Il suo progetto di tesi fu una riflessione sul processo progettuale e consisteva in due progetti: Teapot’set e Wood Casting. Entrambi si fondano sull’idea che il prodotto finale debba in qualche modo riflettere il processo di produzione e quindi creare un dialogo più significativo con l’osservatore. Questa impostazione segue la convinzione di Valente che gli utenti siano estraniati dall’origine dei prodotti che usano, ma che anche i designer siano fondamentalmente scollegati dal ‘mondo fisico” in conseguenza dell’uso dominante degli strumenti digitali. Queste preoccupazioni erano già state espresse nel progetto Another Contemporary Chair sotto forma dell’ombra di una sedia, riflessione sul rapporto tra progettisti e oggetti.
Le parole del filosofo Vilém Flusser in Filosofia del design – in cui l’autore afferma che la fabbrica del futuro sarà anche luogo di conoscenza – hanno trovato un’eco nel designer, diventando il punto di partenza del suo progetto di tesi e del lavoro che sta attualmente conducendo. Valente cerca di analizzare il potenziale conoscitivo del processo progettuale. “Il processo del futuro permetterà di capire come sono fatti gli oggetti”, afferma, sottolineando come la funzionalità debba trasferirsi nel processo come in Teapot’set, in cui lo stampo di una singola teiera produce l’intero servizio da tè, dando vita a un processo intrinsecamente funzionale. In Wood Casting, d’altra parte, un armadio crea il proprio specchio in fusione d’alluminio e “il processo di trasformazione genera la propria decorazione e funziona attraverso l’interazione tra materiali”.

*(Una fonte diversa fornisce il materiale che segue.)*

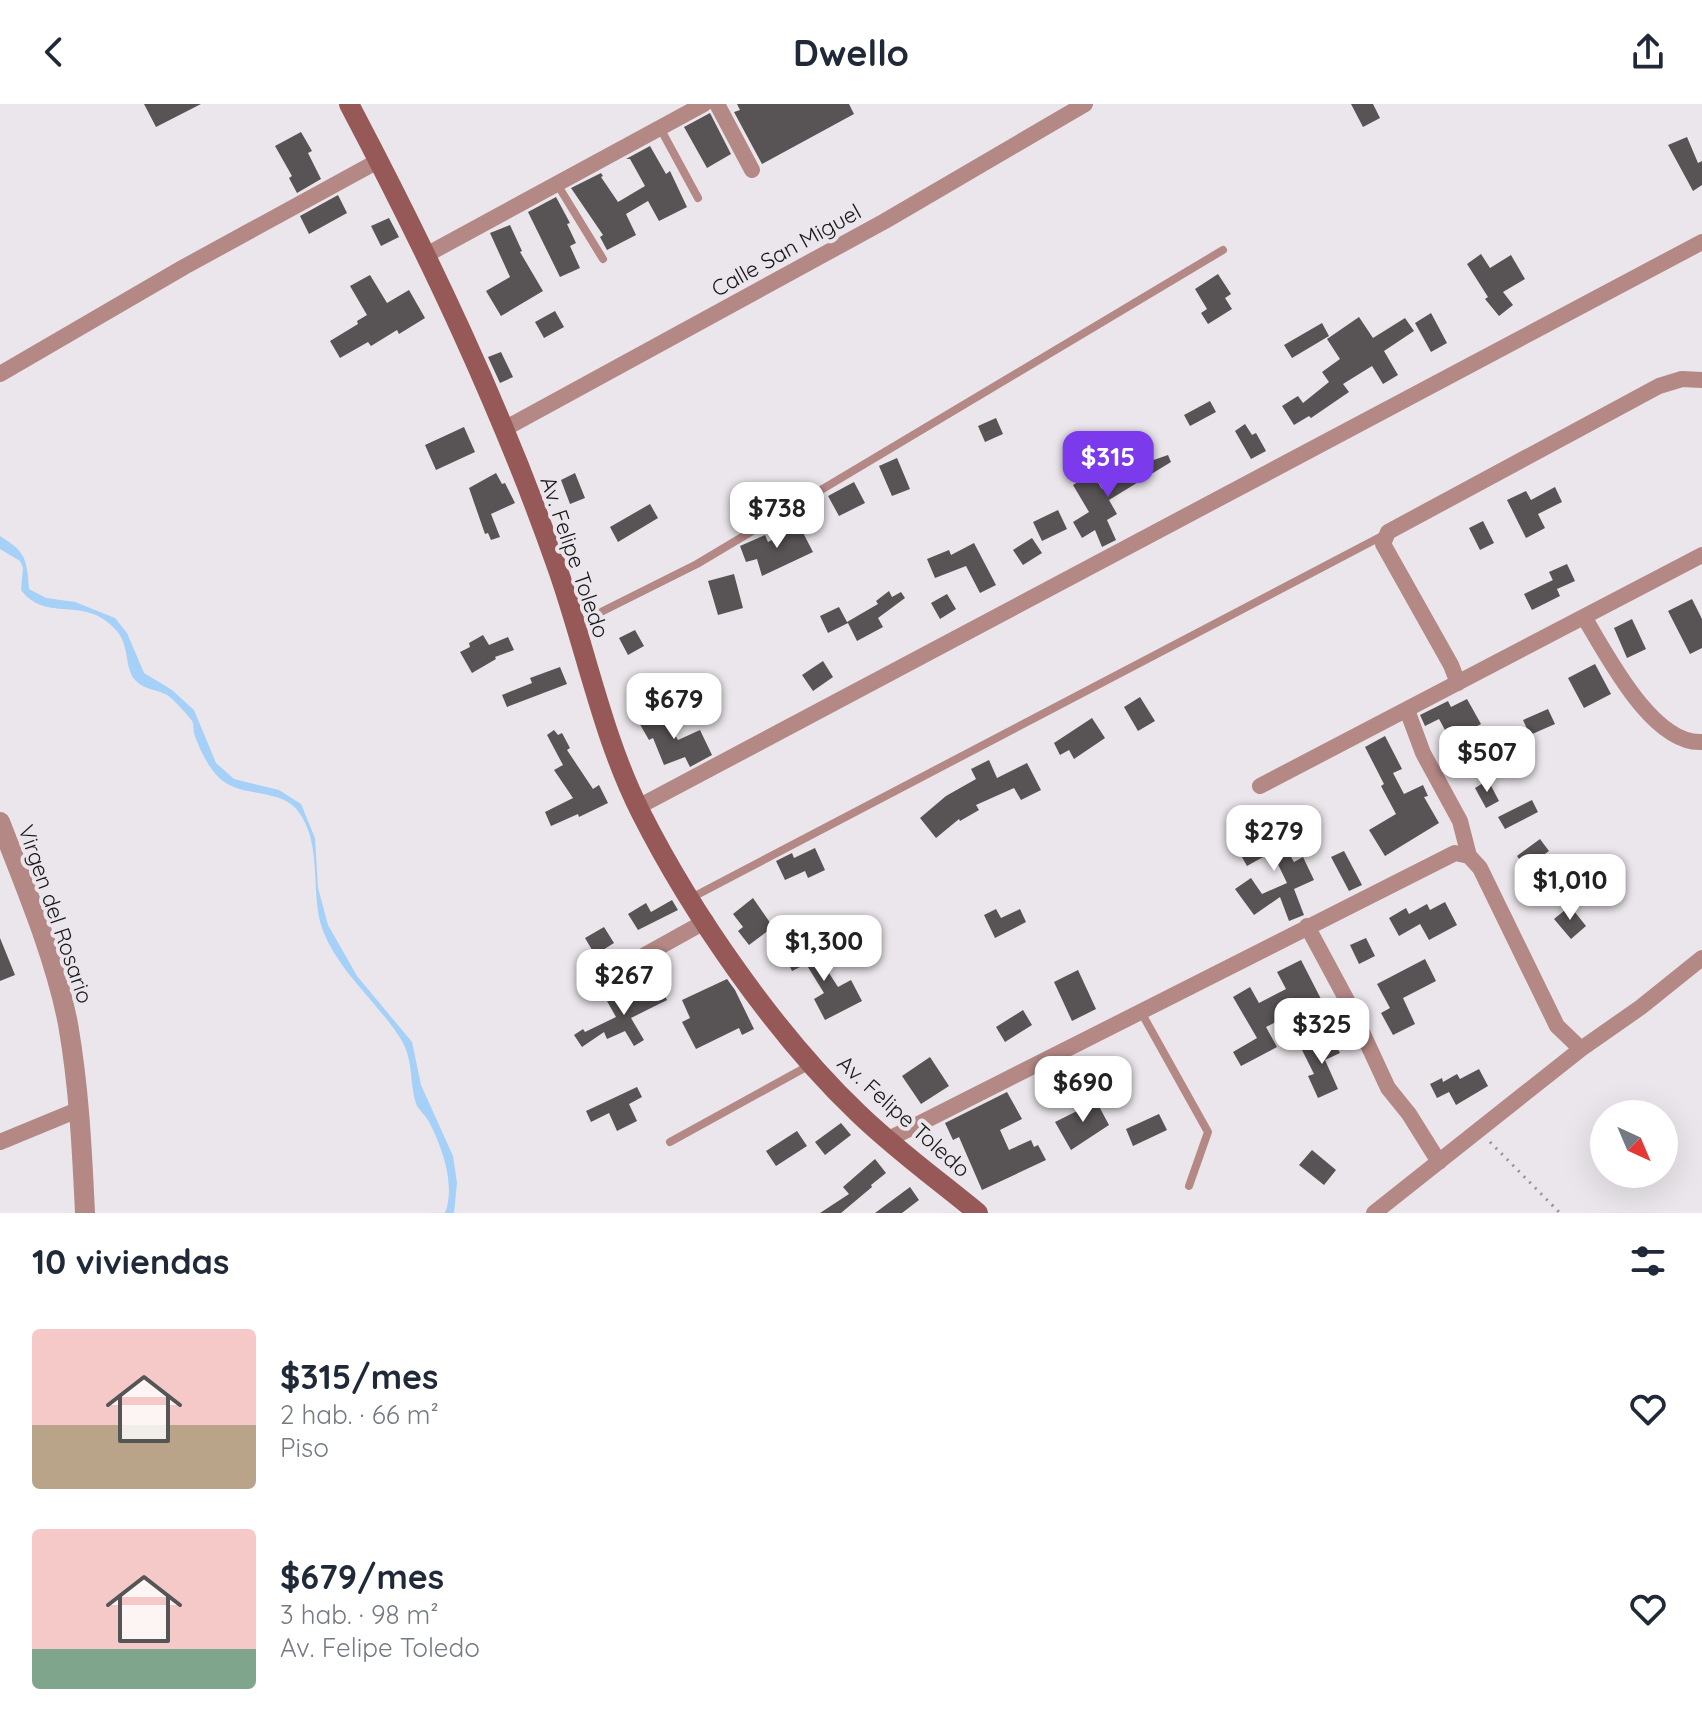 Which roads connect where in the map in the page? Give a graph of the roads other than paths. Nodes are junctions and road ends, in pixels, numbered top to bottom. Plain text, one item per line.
1 (349, 104) edge
2 (704, 104) edge
3 (717, 104) edge
4 (1085, 104) edge
5 (660, 128) junction
6 (378, 161) junction
7 (752, 170) dead end
8 (557, 184) junction
9 (698, 198) dead end
10 (1702, 242) edge
11 (1223, 250) dead end
12 (426, 255) junction
13 (603, 259) dead end
14 (0, 374) edge
15 (1702, 380) edge
16 (504, 429) junction
17 (1388, 532) junction
18 (1702, 555) edge
19 (1584, 617) junction
20 (575, 625) junction
21 (1458, 683) junction
22 (1407, 710) junction
23 (1702, 742) edge
24 (1260, 786) dead end
25 (638, 807) junction
26 (1, 829) edge
27 (1469, 856) junction
28 (691, 899) junction
29 (706, 921) junction
30 (1307, 926) junction
31 (1702, 958) edge
32 (591, 985) dead end
33 (1141, 1011) junction
34 (1581, 1049) junction
35 (811, 1064) junction
36 (80, 1109) junction
37 (889, 1139) junction
38 (0, 1142) edge
39 (670, 1142) dead end
40 (1439, 1162) junction
41 (1189, 1186) dead end
42 (85, 1213) edge
43 (978, 1213) edge
44 (1374, 1213) edge

1 - 6 main road, Av. Felipe Toledo
2 - 5 street
3 - 7 street
4 - 16 street, Calle San Miguel
5 - 8 street
5 - 9 lane
6 - 12 main road, Av. Felipe Toledo
6 - 14 street
8 - 12 street
8 - 13 lane
10 - 25 street
11 - 20 lane
12 - 16 main road, Av. Felipe Toledo
15 - 17 street
16 - 20 main road, Av. Felipe Toledo
17 - 21 street
17 - 28 lane
18 - 19 street
19 - 21 street
19 - 23 street
20 - 25 main road, Av. Felipe Toledo
21 - 22 street
22 - 24 street
22 - 27 street
25 - 28 main road, Av. Felipe Toledo
26 - 36 street, Virgen del Rosario
27 - 30 street
27 - 34 street
28 - 29 main road, Av. Felipe Toledo
29 - 32 street
29 - 35 main road, Av. Felipe Toledo
30 - 33 street
30 - 40 street
31 - 34 street
33 - 37 street
33 - 41 lane
34 - 40 street
35 - 37 main road, Av. Felipe Toledo
35 - 39 lane
36 - 38 street
36 - 42 street, Virgen del Rosario
37 - 43 main road, Av. Felipe Toledo
40 - 44 street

In entrambi i progetti Valente non sapeva quale sarebbe stato l’aspetto del prodotto finale. “Non ho fatto che mettere in contatto i materiali e lasciar fare a loro”, dichiara, sottolineando che accetta il risultato finale qualunque sia. Valente ammette che non gli piacciono le cose leccate e che preferisce la riconoscibilità del materiale grezzo. Non disprezza gli strumenti digitali ma li usa con parsimonia, sostenendo che i linguaggi digitali non sono l’unica risorsa a disposizione dei designer e che la conoscenza dei materiali viene dal “mondo fisico”. Nel suo processo Valente privilegia il contatto diretto con il materiale con cui intende lavorare, in un'ossessiva analisi della sua fisicità, seguita solo in un secondo tempo da un esercizio di progetto.

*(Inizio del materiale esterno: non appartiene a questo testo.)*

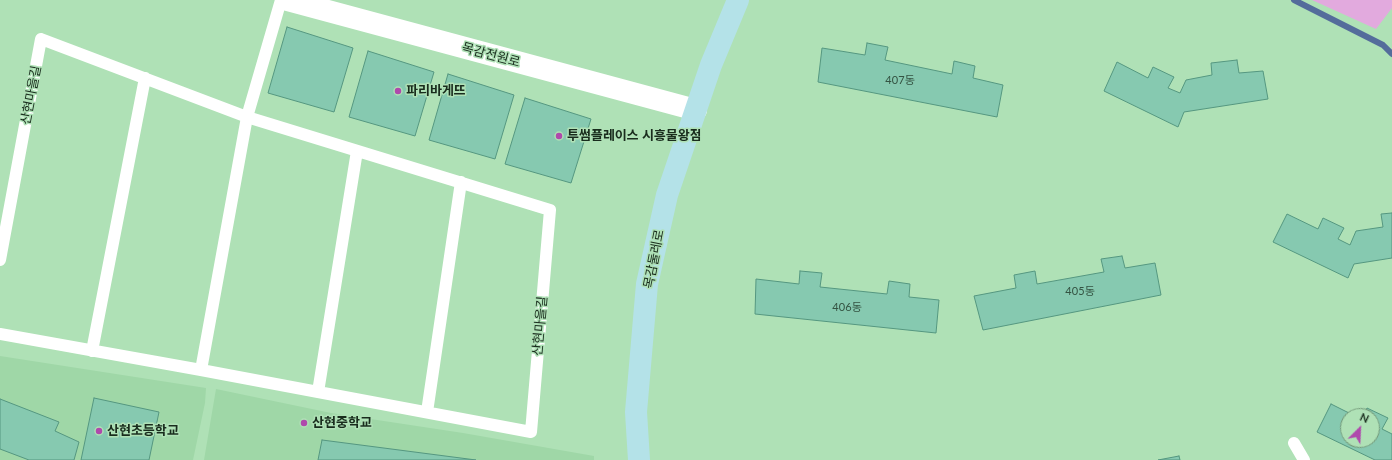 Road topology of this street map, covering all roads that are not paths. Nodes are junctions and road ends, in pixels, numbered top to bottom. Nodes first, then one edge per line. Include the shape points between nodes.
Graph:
1 (281, 0) edge
2 (287, 0) edge
3 (738, 0) edge
4 (144, 78) junction
5 (696, 110) junction
6 (247, 117) junction
7 (357, 151) junction
8 (461, 182) junction
9 (0, 260) edge
10 (0, 334) edge
11 (92, 351) junction
12 (201, 370) junction
13 (318, 392) junction
14 (427, 412) junction
15 (1294, 443) dead end
16 (639, 460) edge
17 (1304, 460) edge

1 - 6 lane
2 - 5 street, 목감전원로
3 - 5 street, 목감둘레로 via 711,65
4 - 6 lane, 산현마을길
4 - 9 lane, 산현마을길 via 41,39
4 - 11 lane
5 - 16 street, 목감둘레로 via 667,195 647,284 636,412
6 - 7 lane, 산현마을길
6 - 12 lane
7 - 8 lane, 산현마을길
7 - 13 lane
8 - 14 lane
8 - 14 lane, 산현마을길 via 550,210 530,432
10 - 11 lane, 산현마을길
11 - 12 lane, 산현마을길
12 - 13 lane, 산현마을길
13 - 14 lane, 산현마을길
15 - 17 lane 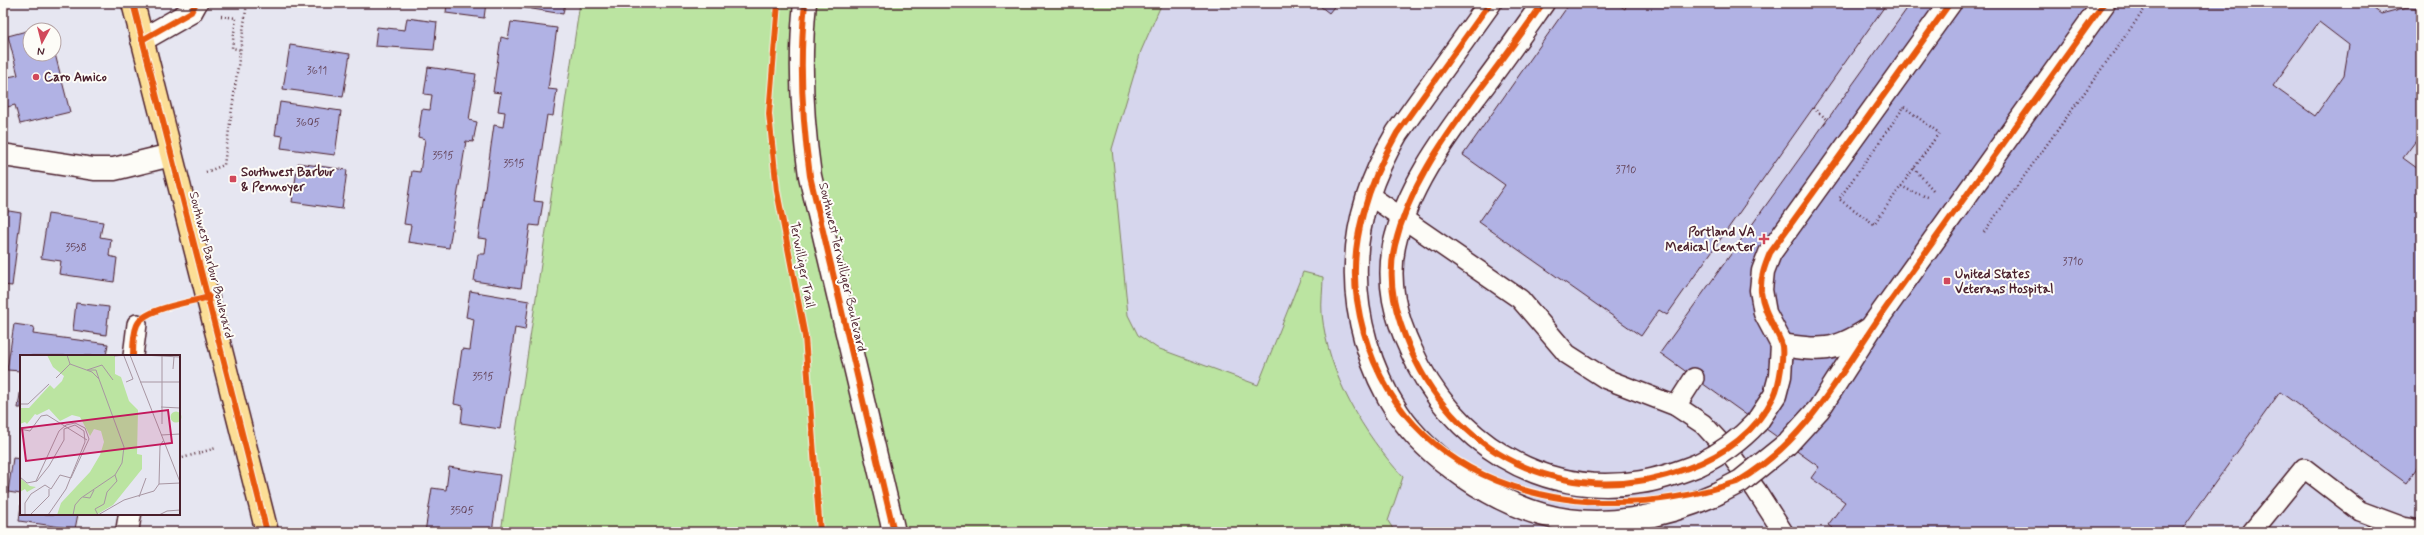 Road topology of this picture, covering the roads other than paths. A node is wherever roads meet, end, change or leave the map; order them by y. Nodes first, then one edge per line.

È una caratteristica in armonia con il contesto portoghese cui Valente ha fatto ritorno. Il paese possiede ancora una notevole quantità di produttori che usano metodi artigianali. Dato che si tratta di piccole industrie, permettono contatti e interazioni con i processi produttivi. “Nonostante quel che dicono tutti io credo che ogni paese abbia la propria identità materiale, e la nostra è molto interessante”, afferma Valente. Valente ha terminato da poco di lavorare a una collezione del suo Teapot’set per Anthropologie. Attualmente, sta analizzando le piastrelle di ceramica di una fabbrica locale e presto inizierà l’analisi di un altro materiale: il vetro.

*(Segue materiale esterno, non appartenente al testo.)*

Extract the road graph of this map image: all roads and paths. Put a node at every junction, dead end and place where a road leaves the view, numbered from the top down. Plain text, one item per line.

Per ora il progetto più importante è lo studio di Rua da Rosa 237. Lo studio è condiviso con altri designer, come il collettivo multidisciplinare Subvert e la designer Mafalda Fernandes. Rua da Rosa 237 ospita anche un appuntamento informale settimanale dove i giovani possono presentare i loro lavori. Con il titolo Conversas (“Conversazioni”), il ciclo è iniziato con Fernandes e con l’artista Constança Saraiva, e di recente ha raggiunto il cinquantesimo appuntamento. In corso di realizzazione è Arquivo, negozio e galleria integrato nello spazio dello studio, che si apre direttamente sulla strada. Lo scopo di Valente è di esporre progetti che in qualche modo facciano riferimento all’idea di processo, e attualmente sta invitando a partecipare autori di lavori di questo genere. Quel che il designer lamenta in questo caso è la mancanza a Lisbona di centri dove si possa presentare un’impostazione più sperimentale, e con Arquivo vuole offrire una piattaforma per innescare discussioni fruttuose.